● Excerpted records

*****

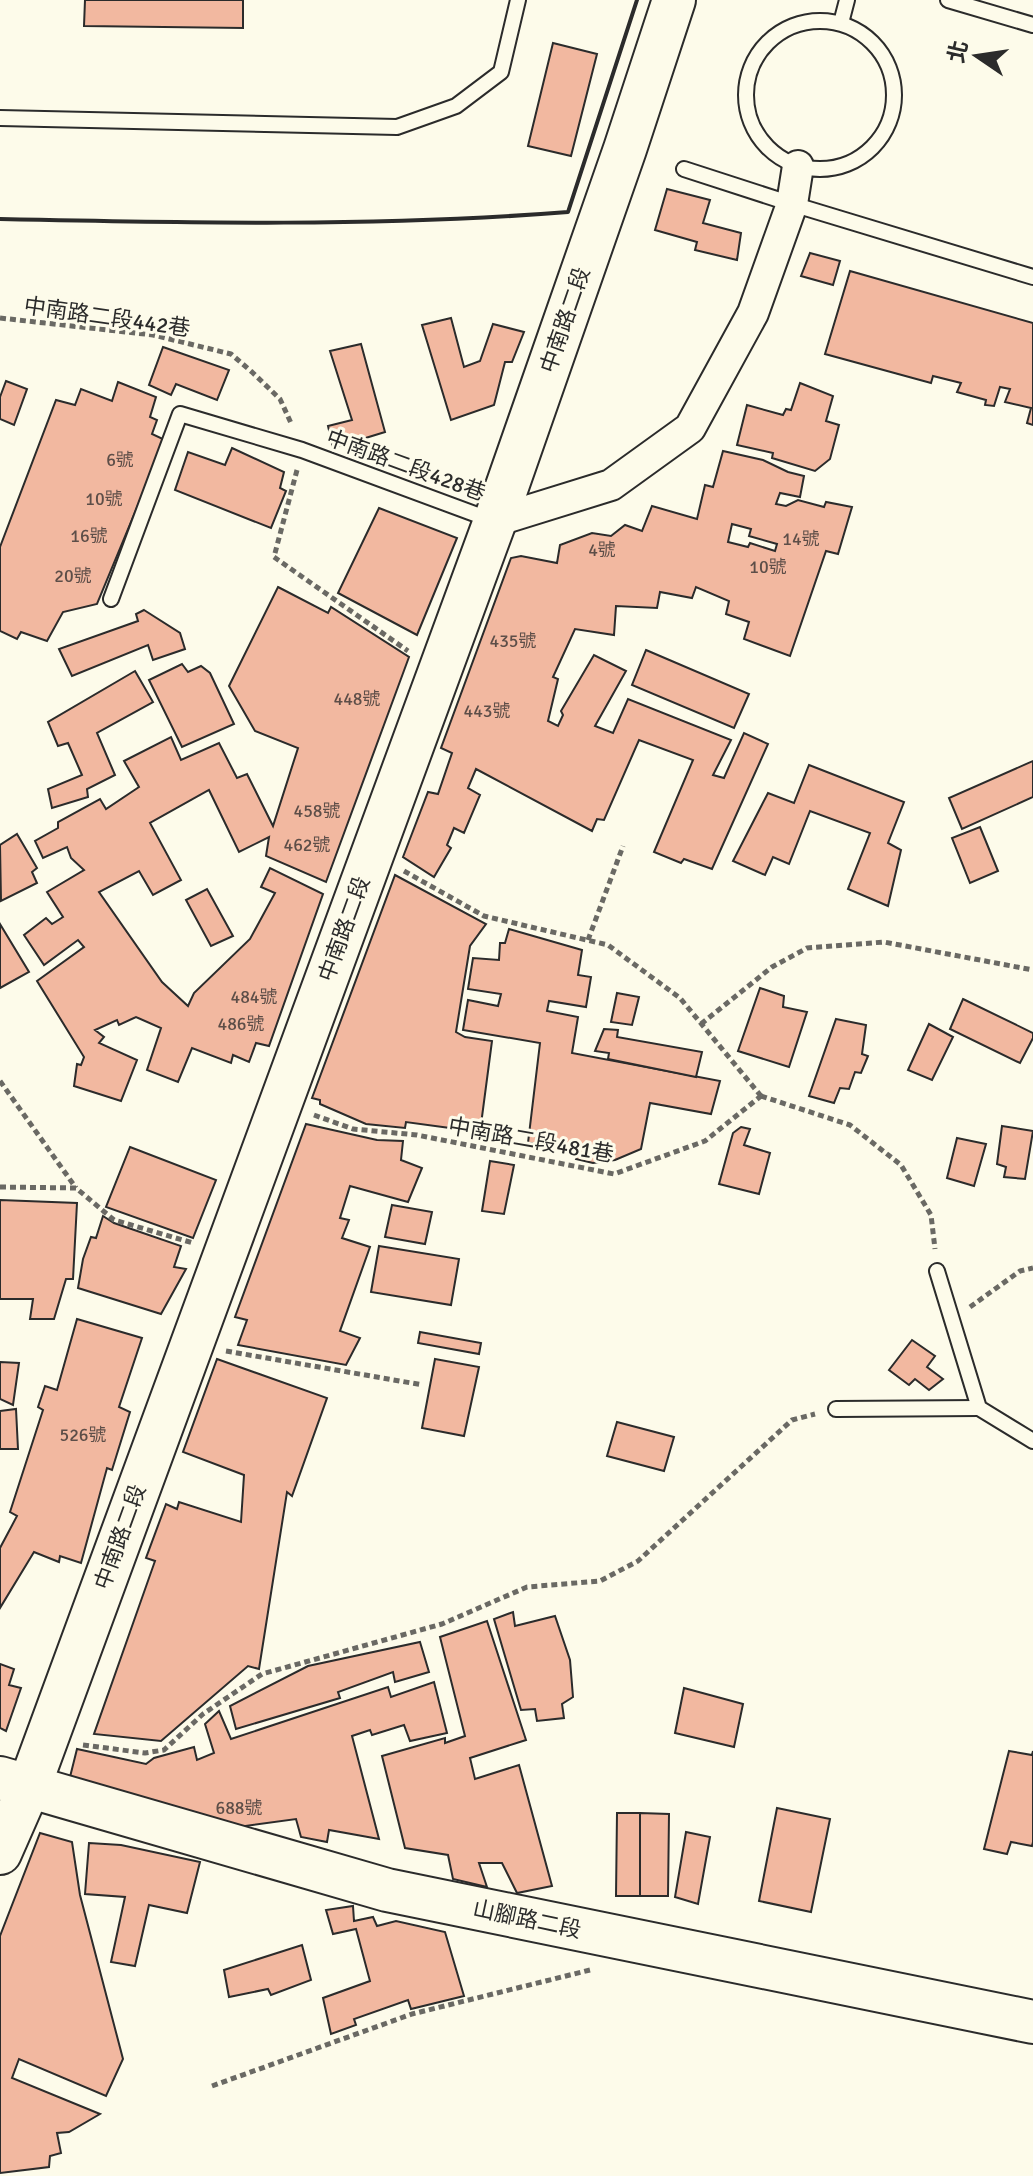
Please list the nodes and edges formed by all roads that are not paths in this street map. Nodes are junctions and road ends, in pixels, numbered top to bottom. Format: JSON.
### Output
{"nodes":[{"id":1,"x":518,"y":0,"type":"edge"},
{"id":2,"x":674,"y":0,"type":"edge"},
{"id":3,"x":847,"y":0,"type":"edge"},
{"id":4,"x":948,"y":0,"type":"edge"},
{"id":5,"x":975,"y":4,"type":"edge"},
{"id":6,"x":841,"y":23,"type":"junction"},
{"id":7,"x":1033,"y":25,"type":"edge"},
{"id":8,"x":0,"y":118,"type":"edge"},
{"id":9,"x":798,"y":166,"type":"junction"},
{"id":10,"x":684,"y":169,"type":"dead end"},
{"id":11,"x":792,"y":204,"type":"junction"},
{"id":12,"x":1033,"y":277,"type":"edge"},
{"id":13,"x":495,"y":521,"type":"junction"},
{"id":14,"x":111,"y":599,"type":"dead end"},
{"id":15,"x":937,"y":1271,"type":"road end"},
{"id":16,"x":979,"y":1408,"type":"junction"},
{"id":17,"x":836,"y":1409,"type":"road end"},
{"id":18,"x":1033,"y":1441,"type":"edge"},
{"id":19,"x":14,"y":1783,"type":"edge"},
{"id":20,"x":0,"y":1853,"type":"edge"},
{"id":21,"x":1033,"y":2022,"type":"edge"}],
"edges":[{"from":1,"to":8,"type":"lane"},
{"from":2,"to":13,"type":"main road","name":"中南路二段"},
{"from":3,"to":6,"type":"lane"},
{"from":4,"to":5,"type":"lane"},
{"from":5,"to":7,"type":"lane"},
{"from":6,"to":9,"type":"lane"},
{"from":6,"to":9,"type":"lane"},
{"from":9,"to":11,"type":"street"},
{"from":10,"to":11,"type":"lane"},
{"from":11,"to":12,"type":"lane"},
{"from":11,"to":13,"type":"street"},
{"from":13,"to":14,"type":"lane","name":"中南路二段428巷"},
{"from":13,"to":19,"type":"main road","name":"中南路二段"},
{"from":15,"to":16,"type":"lane"},
{"from":16,"to":17,"type":"lane"},
{"from":16,"to":18,"type":"lane"},
{"from":19,"to":20,"type":"main road","name":"中南路二段"},
{"from":19,"to":21,"type":"main road","name":"山腳路二段"}]}
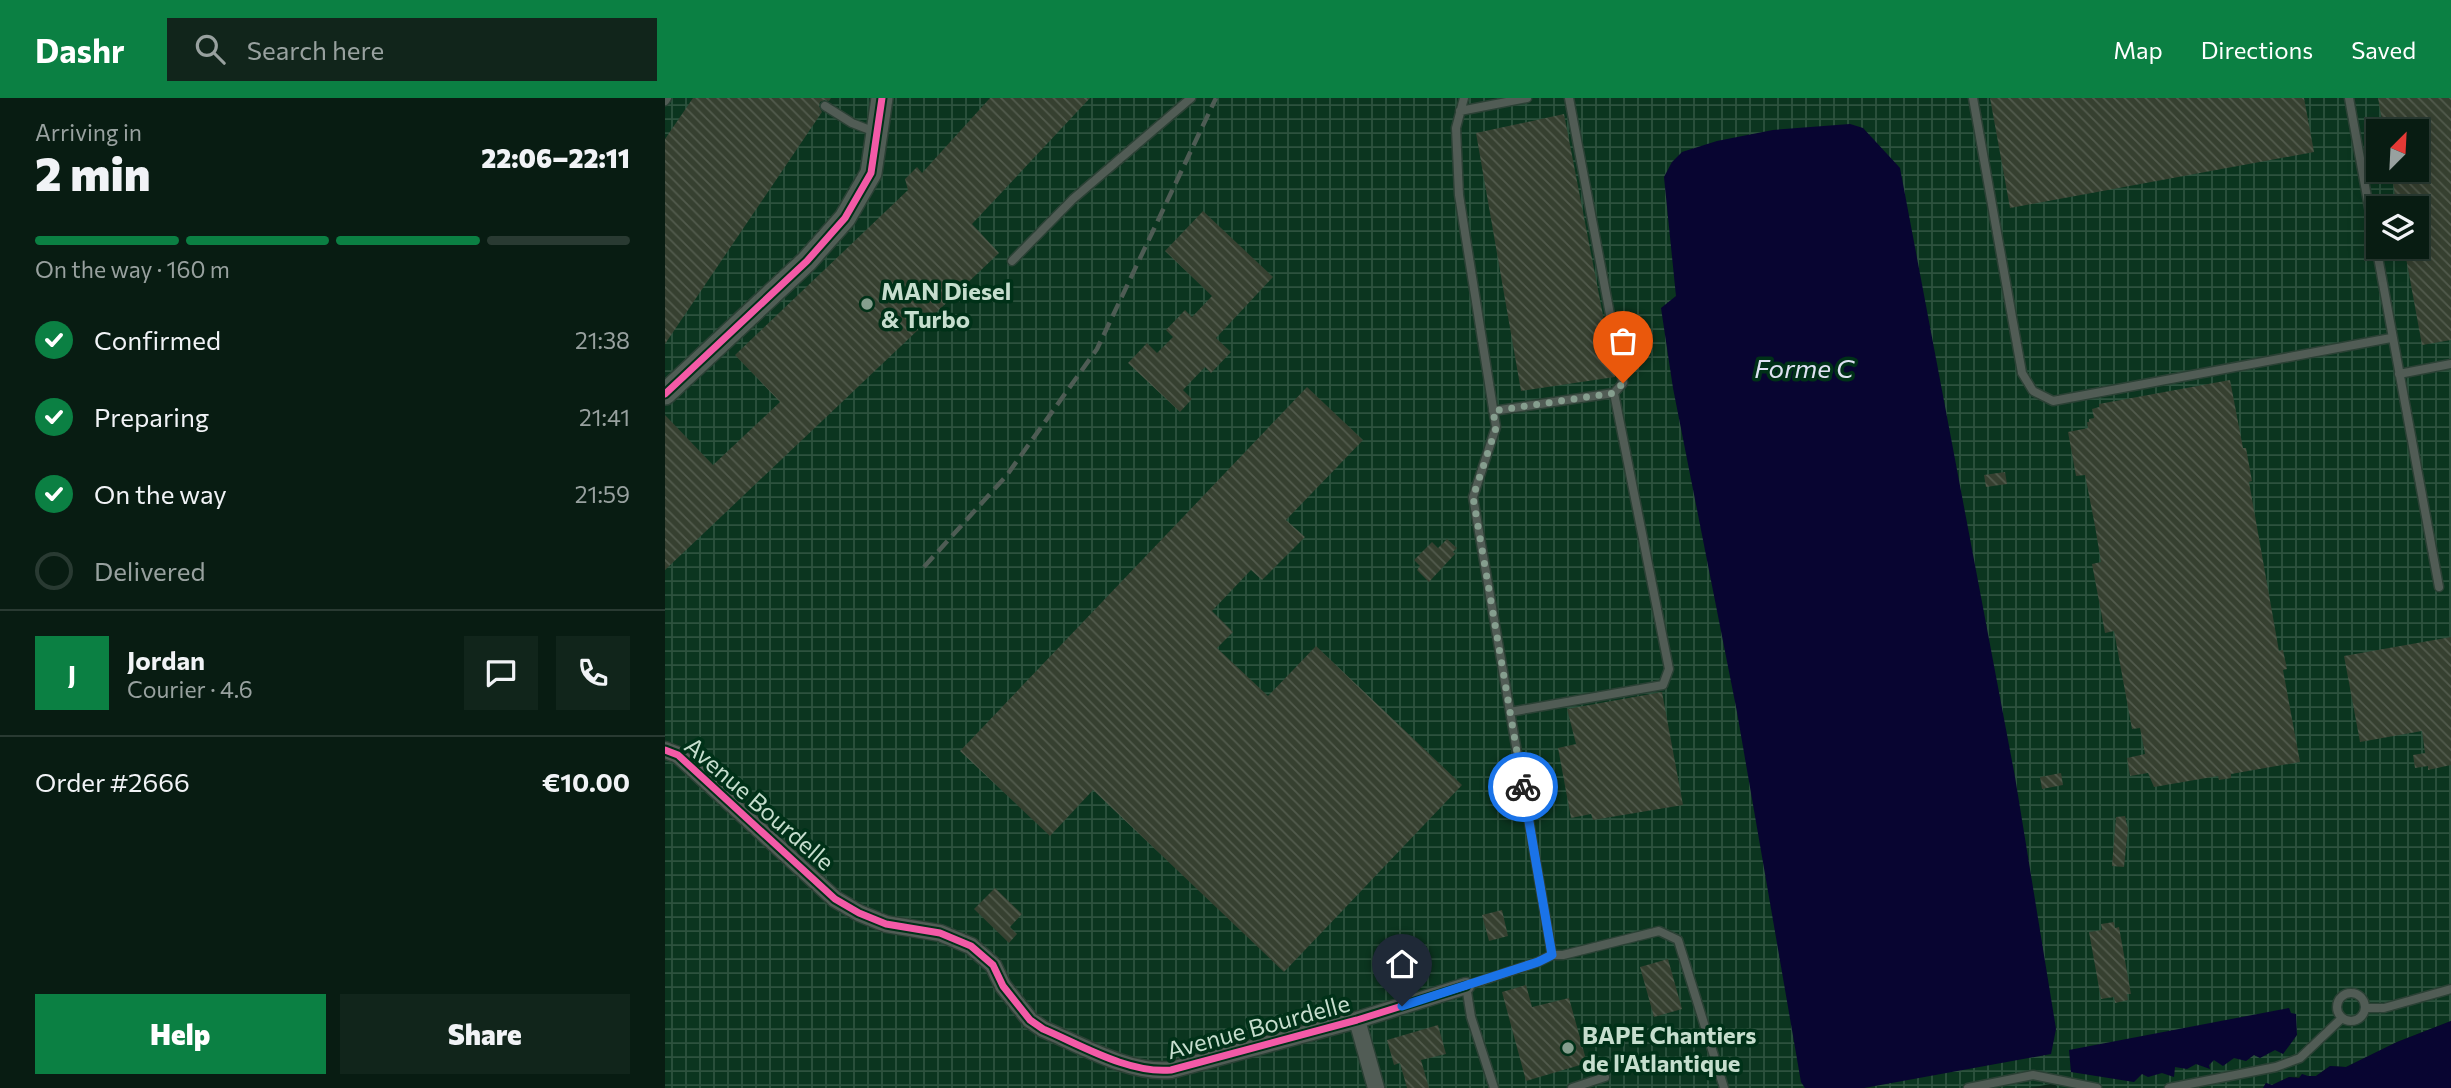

*****

● Work order
Whenever a line of the data includes the word "edges", show that line in full.

● Exercise output
Please list the nodes and edges formed by all roads that are not paths in this street map. Nodes are junctions and road ends, in pixels, numbered top to bottom. Format: JSON.
"edges":[{"from":1,"to":8,"type":"lane"},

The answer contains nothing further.